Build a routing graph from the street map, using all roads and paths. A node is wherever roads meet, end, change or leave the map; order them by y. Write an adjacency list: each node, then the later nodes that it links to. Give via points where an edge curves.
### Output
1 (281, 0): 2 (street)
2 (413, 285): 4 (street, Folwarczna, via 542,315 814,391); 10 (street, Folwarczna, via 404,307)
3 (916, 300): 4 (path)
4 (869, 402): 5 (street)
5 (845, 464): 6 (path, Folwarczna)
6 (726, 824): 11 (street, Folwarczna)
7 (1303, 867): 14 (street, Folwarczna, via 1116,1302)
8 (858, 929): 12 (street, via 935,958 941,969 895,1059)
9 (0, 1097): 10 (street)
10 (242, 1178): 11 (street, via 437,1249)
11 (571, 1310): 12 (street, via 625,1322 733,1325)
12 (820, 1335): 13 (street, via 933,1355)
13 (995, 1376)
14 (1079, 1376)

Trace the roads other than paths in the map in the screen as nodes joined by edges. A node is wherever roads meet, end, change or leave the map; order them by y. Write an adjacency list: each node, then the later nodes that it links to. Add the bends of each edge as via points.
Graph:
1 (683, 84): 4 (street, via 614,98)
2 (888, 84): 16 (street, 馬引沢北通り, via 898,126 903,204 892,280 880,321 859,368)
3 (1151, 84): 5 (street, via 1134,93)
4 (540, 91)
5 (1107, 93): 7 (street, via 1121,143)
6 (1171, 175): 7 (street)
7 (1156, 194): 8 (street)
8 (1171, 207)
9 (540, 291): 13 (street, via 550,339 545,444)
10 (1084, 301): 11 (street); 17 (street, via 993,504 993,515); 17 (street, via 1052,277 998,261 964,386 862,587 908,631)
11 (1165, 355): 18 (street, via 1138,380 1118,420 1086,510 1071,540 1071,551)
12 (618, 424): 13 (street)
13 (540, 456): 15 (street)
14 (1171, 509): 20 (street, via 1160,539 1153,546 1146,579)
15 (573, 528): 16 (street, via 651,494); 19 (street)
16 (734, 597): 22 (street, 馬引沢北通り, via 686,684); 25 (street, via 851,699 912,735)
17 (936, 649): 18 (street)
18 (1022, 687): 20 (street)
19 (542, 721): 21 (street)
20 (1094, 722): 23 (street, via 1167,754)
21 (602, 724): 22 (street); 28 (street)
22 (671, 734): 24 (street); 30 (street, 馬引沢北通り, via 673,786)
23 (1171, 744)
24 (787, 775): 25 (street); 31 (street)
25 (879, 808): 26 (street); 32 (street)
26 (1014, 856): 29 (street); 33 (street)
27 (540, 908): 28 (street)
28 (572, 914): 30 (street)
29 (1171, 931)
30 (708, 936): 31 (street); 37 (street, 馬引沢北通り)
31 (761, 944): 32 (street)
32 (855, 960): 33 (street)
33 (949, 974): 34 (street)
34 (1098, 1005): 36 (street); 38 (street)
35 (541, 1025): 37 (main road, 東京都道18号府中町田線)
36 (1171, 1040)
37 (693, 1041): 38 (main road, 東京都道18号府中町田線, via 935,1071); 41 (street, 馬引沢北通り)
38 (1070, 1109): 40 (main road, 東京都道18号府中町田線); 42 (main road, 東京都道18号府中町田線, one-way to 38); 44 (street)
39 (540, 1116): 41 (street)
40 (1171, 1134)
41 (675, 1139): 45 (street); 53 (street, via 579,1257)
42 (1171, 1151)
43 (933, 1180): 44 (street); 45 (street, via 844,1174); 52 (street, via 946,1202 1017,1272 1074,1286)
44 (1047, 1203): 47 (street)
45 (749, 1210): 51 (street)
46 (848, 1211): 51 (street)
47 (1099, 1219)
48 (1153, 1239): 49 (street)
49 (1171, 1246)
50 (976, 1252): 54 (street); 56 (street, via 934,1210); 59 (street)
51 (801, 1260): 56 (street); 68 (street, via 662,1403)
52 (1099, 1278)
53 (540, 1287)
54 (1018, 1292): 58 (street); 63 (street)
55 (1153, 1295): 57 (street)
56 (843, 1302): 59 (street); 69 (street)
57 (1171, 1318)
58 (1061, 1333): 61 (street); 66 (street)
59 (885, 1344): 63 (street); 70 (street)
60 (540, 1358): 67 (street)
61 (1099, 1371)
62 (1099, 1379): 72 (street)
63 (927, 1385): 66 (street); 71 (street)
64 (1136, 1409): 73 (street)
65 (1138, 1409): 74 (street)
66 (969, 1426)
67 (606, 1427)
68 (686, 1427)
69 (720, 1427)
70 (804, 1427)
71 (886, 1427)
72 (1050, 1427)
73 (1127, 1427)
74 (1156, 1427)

DIRECTIONS FOR THIS TASK
Reproduce the listing above line for line, exactly.

RESULT OF THE TASK
Build a routing graph from the street map, using all roads and paths. A node is wherever roads meet, end, change or leave the map; order them by y. Write an adjacency list: each node, then the later nodes that it links to. Give via points where an edge curves.
### Output
1 (281, 0): 2 (street)
2 (413, 285): 4 (street, Folwarczna, via 542,315 814,391); 10 (street, Folwarczna, via 404,307)
3 (916, 300): 4 (path)
4 (869, 402): 5 (street)
5 (845, 464): 6 (path, Folwarczna)
6 (726, 824): 11 (street, Folwarczna)
7 (1303, 867): 14 (street, Folwarczna, via 1116,1302)
8 (858, 929): 12 (street, via 935,958 941,969 895,1059)
9 (0, 1097): 10 (street)
10 (242, 1178): 11 (street, via 437,1249)
11 (571, 1310): 12 (street, via 625,1322 733,1325)
12 (820, 1335): 13 (street, via 933,1355)
13 (995, 1376)
14 (1079, 1376)

Trace the roads other than paths in the map in the screen as nodes joined by edges. A node is wherever roads meet, end, change or leave the map; order them by y. Write an adjacency list: each node, then the later nodes that it links to. Add the bends of each edge as via points.
Graph:
1 (683, 84): 4 (street, via 614,98)
2 (888, 84): 16 (street, 馬引沢北通り, via 898,126 903,204 892,280 880,321 859,368)
3 (1151, 84): 5 (street, via 1134,93)
4 (540, 91)
5 (1107, 93): 7 (street, via 1121,143)
6 (1171, 175): 7 (street)
7 (1156, 194): 8 (street)
8 (1171, 207)
9 (540, 291): 13 (street, via 550,339 545,444)
10 (1084, 301): 11 (street); 17 (street, via 993,504 993,515); 17 (street, via 1052,277 998,261 964,386 862,587 908,631)
11 (1165, 355): 18 (street, via 1138,380 1118,420 1086,510 1071,540 1071,551)
12 (618, 424): 13 (street)
13 (540, 456): 15 (street)
14 (1171, 509): 20 (street, via 1160,539 1153,546 1146,579)
15 (573, 528): 16 (street, via 651,494); 19 (street)
16 (734, 597): 22 (street, 馬引沢北通り, via 686,684); 25 (street, via 851,699 912,735)
17 (936, 649): 18 (street)
18 (1022, 687): 20 (street)
19 (542, 721): 21 (street)
20 (1094, 722): 23 (street, via 1167,754)
21 (602, 724): 22 (street); 28 (street)
22 (671, 734): 24 (street); 30 (street, 馬引沢北通り, via 673,786)
23 (1171, 744)
24 (787, 775): 25 (street); 31 (street)
25 (879, 808): 26 (street); 32 (street)
26 (1014, 856): 29 (street); 33 (street)
27 (540, 908): 28 (street)
28 (572, 914): 30 (street)
29 (1171, 931)
30 (708, 936): 31 (street); 37 (street, 馬引沢北通り)
31 (761, 944): 32 (street)
32 (855, 960): 33 (street)
33 (949, 974): 34 (street)
34 (1098, 1005): 36 (street); 38 (street)
35 (541, 1025): 37 (main road, 東京都道18号府中町田線)
36 (1171, 1040)
37 (693, 1041): 38 (main road, 東京都道18号府中町田線, via 935,1071); 41 (street, 馬引沢北通り)
38 (1070, 1109): 40 (main road, 東京都道18号府中町田線); 42 (main road, 東京都道18号府中町田線, one-way to 38); 44 (street)
39 (540, 1116): 41 (street)
40 (1171, 1134)
41 (675, 1139): 45 (street); 53 (street, via 579,1257)
42 (1171, 1151)
43 (933, 1180): 44 (street); 45 (street, via 844,1174); 52 (street, via 946,1202 1017,1272 1074,1286)
44 (1047, 1203): 47 (street)
45 (749, 1210): 51 (street)
46 (848, 1211): 51 (street)
47 (1099, 1219)
48 (1153, 1239): 49 (street)
49 (1171, 1246)
50 (976, 1252): 54 (street); 56 (street, via 934,1210); 59 (street)
51 (801, 1260): 56 (street); 68 (street, via 662,1403)
52 (1099, 1278)
53 (540, 1287)
54 (1018, 1292): 58 (street); 63 (street)
55 (1153, 1295): 57 (street)
56 (843, 1302): 59 (street); 69 (street)
57 (1171, 1318)
58 (1061, 1333): 61 (street); 66 (street)
59 (885, 1344): 63 (street); 70 (street)
60 (540, 1358): 67 (street)
61 (1099, 1371)
62 (1099, 1379): 72 (street)
63 (927, 1385): 66 (street); 71 (street)
64 (1136, 1409): 73 (street)
65 (1138, 1409): 74 (street)
66 (969, 1426)
67 (606, 1427)
68 (686, 1427)
69 (720, 1427)
70 (804, 1427)
71 (886, 1427)
72 (1050, 1427)
73 (1127, 1427)
74 (1156, 1427)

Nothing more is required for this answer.